(Stored items)
⁂

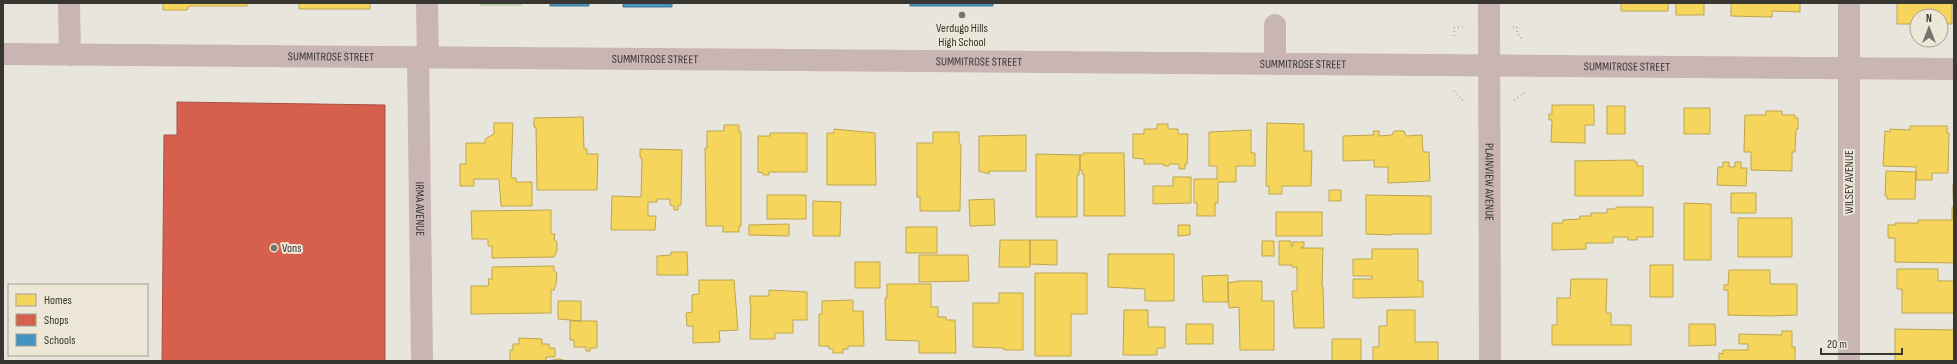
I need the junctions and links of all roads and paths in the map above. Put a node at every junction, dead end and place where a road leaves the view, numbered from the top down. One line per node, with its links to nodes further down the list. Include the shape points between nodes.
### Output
1 (69, 3): 11 (street)
2 (427, 3): 12 (street, IRMA AVENUE)
3 (1489, 3): 14 (street, PLAINVIEW AVENUE)
4 (1849, 3): 15 (street, WILSEY AVENUE)
5 (1275, 25): 13 (street)
6 (1463, 27): 8 (path, via 1454,28)
7 (1510, 27): 9 (path, via 1517,27 1517,34)
8 (1454, 36)
9 (1525, 41)
10 (3, 54): 11 (street, SUMMITROSE STREET)
11 (70, 55): 12 (street, SUMMITROSE STREET)
12 (423, 57): 13 (street, SUMMITROSE STREET); 21 (street, IRMA AVENUE)
13 (1275, 64): 14 (street, SUMMITROSE STREET)
14 (1489, 66): 15 (street, SUMMITROSE STREET); 22 (street, PLAINVIEW AVENUE)
15 (1849, 68): 16 (street, SUMMITROSE STREET); 23 (street, WILSEY AVENUE)
16 (1954, 69)
17 (1454, 86): 19 (path, via 1454,92 1462,100)
18 (1524, 91): 20 (path, via 1524,94)
19 (1466, 100)
20 (1512, 100)
21 (422, 361)
22 (1490, 361)
23 (1849, 361)

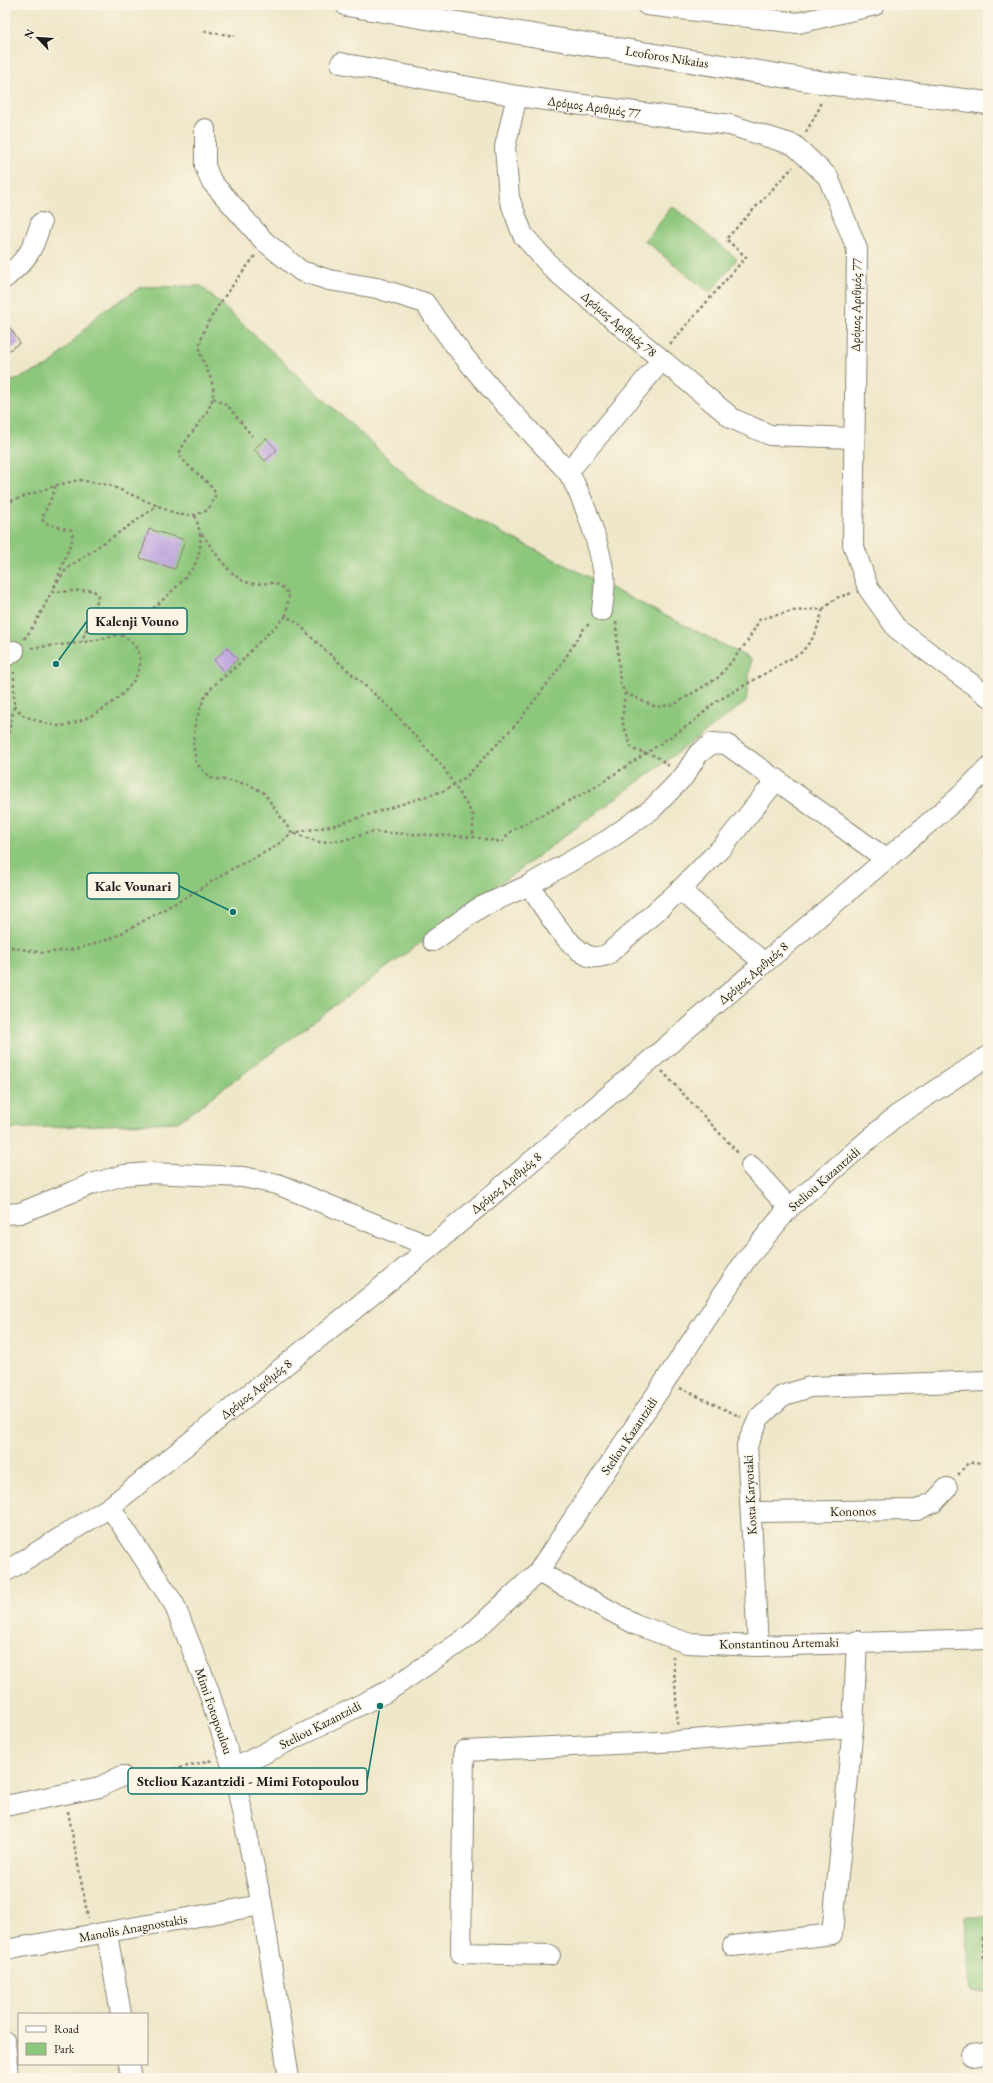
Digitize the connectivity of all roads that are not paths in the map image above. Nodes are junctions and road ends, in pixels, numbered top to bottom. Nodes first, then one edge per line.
1 (346, 5) edge
2 (647, 5) edge
3 (875, 5) edge
4 (713, 9) edge
5 (341, 63) dead end
6 (517, 96) junction
7 (988, 103) edge
8 (205, 129) dead end
9 (41, 223) dead end
10 (5, 278) edge
11 (660, 358) junction
12 (854, 438) junction
13 (568, 472) junction
14 (602, 611) road end
15 (988, 696) edge
16 (988, 768) edge
17 (777, 779) junction
18 (886, 859) junction
19 (529, 885) junction
20 (680, 890) junction
21 (433, 941) dead end
22 (764, 963) junction
23 (988, 1056) edge
24 (751, 1166) road end
25 (789, 1208) junction
26 (5, 1214) edge
27 (431, 1247) junction
28 (988, 1382) edge
29 (947, 1488) road end
30 (110, 1507) junction
31 (752, 1512) junction
32 (5, 1572) edge
33 (538, 1572) junction
34 (988, 1639) edge
35 (857, 1642) junction
36 (758, 1646) junction
37 (853, 1727) junction
38 (231, 1763) junction
39 (122, 1776) road end
40 (5, 1806) edge
41 (262, 1905) junction
42 (99, 1935) junction
43 (733, 1946) dead end
44 (5, 1950) edge
45 (550, 1955) dead end
46 (121, 2013) edge
47 (5, 2042) edge
48 (129, 2065) edge
49 (8, 2078) edge
50 (132, 2078) edge
51 (289, 2078) edge

1 - 7 main road, Leoforos Nikaias
2 - 4 street
3 - 4 street
5 - 6 street, Δρόμος Αριθμός 77
6 - 11 street, Δρόμος Αριθμός 78
6 - 12 street, Δρόμος Αριθμός 77
8 - 13 street
9 - 10 street
11 - 12 street, Δρόμος Αριθμός 78
11 - 13 street
12 - 15 street, Δρόμος Αριθμός 77
13 - 14 street
16 - 18 street, Δρόμος Αριθμός 8
17 - 18 street
17 - 19 street
17 - 20 street
18 - 22 street, Δρόμος Αριθμός 8
19 - 20 street
19 - 21 street
20 - 22 street
22 - 27 street, Δρόμος Αριθμός 8
23 - 25 street, Steliou Kazantzidi
24 - 25 street
25 - 33 street, Steliou Kazantzidi
26 - 27 street
27 - 30 street, Δρόμος Αριθμός 8
28 - 31 street, Kosta Karyotaki
29 - 31 street, Kononos
30 - 32 street, Δρόμος Αριθμός 8
30 - 38 street, Mimi Fotopoulou
31 - 36 street, Kosta Karyotaki
33 - 36 street, Konstantinou Artemaki
33 - 38 street, Steliou Kazantzidi
34 - 35 street, Konstantinou Artemaki
35 - 36 street, Konstantinou Artemaki
35 - 37 street
37 - 43 street
37 - 45 street
38 - 41 street, Mimi Fotopoulou
39 - 40 street
41 - 42 street, Manolis Anagnostakis
41 - 51 street, Mimi Fotopoulou
42 - 44 street, Manolis Anagnostakis
42 - 46 street
47 - 49 street
48 - 50 street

⁂

What this task involves —
Copy the preceding data in full and word for word, dropping its pictures.

Response to this exercise —
I need the junctions and links of all roads and paths in the map above. Put a node at every junction, dead end and place where a road leaves the view, numbered from the top down. One line per node, with its links to nodes further down the list. Include the shape points between nodes.
### Output
1 (69, 3): 11 (street)
2 (427, 3): 12 (street, IRMA AVENUE)
3 (1489, 3): 14 (street, PLAINVIEW AVENUE)
4 (1849, 3): 15 (street, WILSEY AVENUE)
5 (1275, 25): 13 (street)
6 (1463, 27): 8 (path, via 1454,28)
7 (1510, 27): 9 (path, via 1517,27 1517,34)
8 (1454, 36)
9 (1525, 41)
10 (3, 54): 11 (street, SUMMITROSE STREET)
11 (70, 55): 12 (street, SUMMITROSE STREET)
12 (423, 57): 13 (street, SUMMITROSE STREET); 21 (street, IRMA AVENUE)
13 (1275, 64): 14 (street, SUMMITROSE STREET)
14 (1489, 66): 15 (street, SUMMITROSE STREET); 22 (street, PLAINVIEW AVENUE)
15 (1849, 68): 16 (street, SUMMITROSE STREET); 23 (street, WILSEY AVENUE)
16 (1954, 69)
17 (1454, 86): 19 (path, via 1454,92 1462,100)
18 (1524, 91): 20 (path, via 1524,94)
19 (1466, 100)
20 (1512, 100)
21 (422, 361)
22 (1490, 361)
23 (1849, 361)

Digitize the connectivity of all roads that are not paths in the map image above. Nodes are junctions and road ends, in pixels, numbered top to bottom. Nodes first, then one edge per line.
1 (346, 5) edge
2 (647, 5) edge
3 (875, 5) edge
4 (713, 9) edge
5 (341, 63) dead end
6 (517, 96) junction
7 (988, 103) edge
8 (205, 129) dead end
9 (41, 223) dead end
10 (5, 278) edge
11 (660, 358) junction
12 (854, 438) junction
13 (568, 472) junction
14 (602, 611) road end
15 (988, 696) edge
16 (988, 768) edge
17 (777, 779) junction
18 (886, 859) junction
19 (529, 885) junction
20 (680, 890) junction
21 (433, 941) dead end
22 (764, 963) junction
23 (988, 1056) edge
24 (751, 1166) road end
25 (789, 1208) junction
26 (5, 1214) edge
27 (431, 1247) junction
28 (988, 1382) edge
29 (947, 1488) road end
30 (110, 1507) junction
31 (752, 1512) junction
32 (5, 1572) edge
33 (538, 1572) junction
34 (988, 1639) edge
35 (857, 1642) junction
36 (758, 1646) junction
37 (853, 1727) junction
38 (231, 1763) junction
39 (122, 1776) road end
40 (5, 1806) edge
41 (262, 1905) junction
42 (99, 1935) junction
43 (733, 1946) dead end
44 (5, 1950) edge
45 (550, 1955) dead end
46 (121, 2013) edge
47 (5, 2042) edge
48 (129, 2065) edge
49 (8, 2078) edge
50 (132, 2078) edge
51 (289, 2078) edge

1 - 7 main road, Leoforos Nikaias
2 - 4 street
3 - 4 street
5 - 6 street, Δρόμος Αριθμός 77
6 - 11 street, Δρόμος Αριθμός 78
6 - 12 street, Δρόμος Αριθμός 77
8 - 13 street
9 - 10 street
11 - 12 street, Δρόμος Αριθμός 78
11 - 13 street
12 - 15 street, Δρόμος Αριθμός 77
13 - 14 street
16 - 18 street, Δρόμος Αριθμός 8
17 - 18 street
17 - 19 street
17 - 20 street
18 - 22 street, Δρόμος Αριθμός 8
19 - 20 street
19 - 21 street
20 - 22 street
22 - 27 street, Δρόμος Αριθμός 8
23 - 25 street, Steliou Kazantzidi
24 - 25 street
25 - 33 street, Steliou Kazantzidi
26 - 27 street
27 - 30 street, Δρόμος Αριθμός 8
28 - 31 street, Kosta Karyotaki
29 - 31 street, Kononos
30 - 32 street, Δρόμος Αριθμός 8
30 - 38 street, Mimi Fotopoulou
31 - 36 street, Kosta Karyotaki
33 - 36 street, Konstantinou Artemaki
33 - 38 street, Steliou Kazantzidi
34 - 35 street, Konstantinou Artemaki
35 - 36 street, Konstantinou Artemaki
35 - 37 street
37 - 43 street
37 - 45 street
38 - 41 street, Mimi Fotopoulou
39 - 40 street
41 - 42 street, Manolis Anagnostakis
41 - 51 street, Mimi Fotopoulou
42 - 44 street, Manolis Anagnostakis
42 - 46 street
47 - 49 street
48 - 50 street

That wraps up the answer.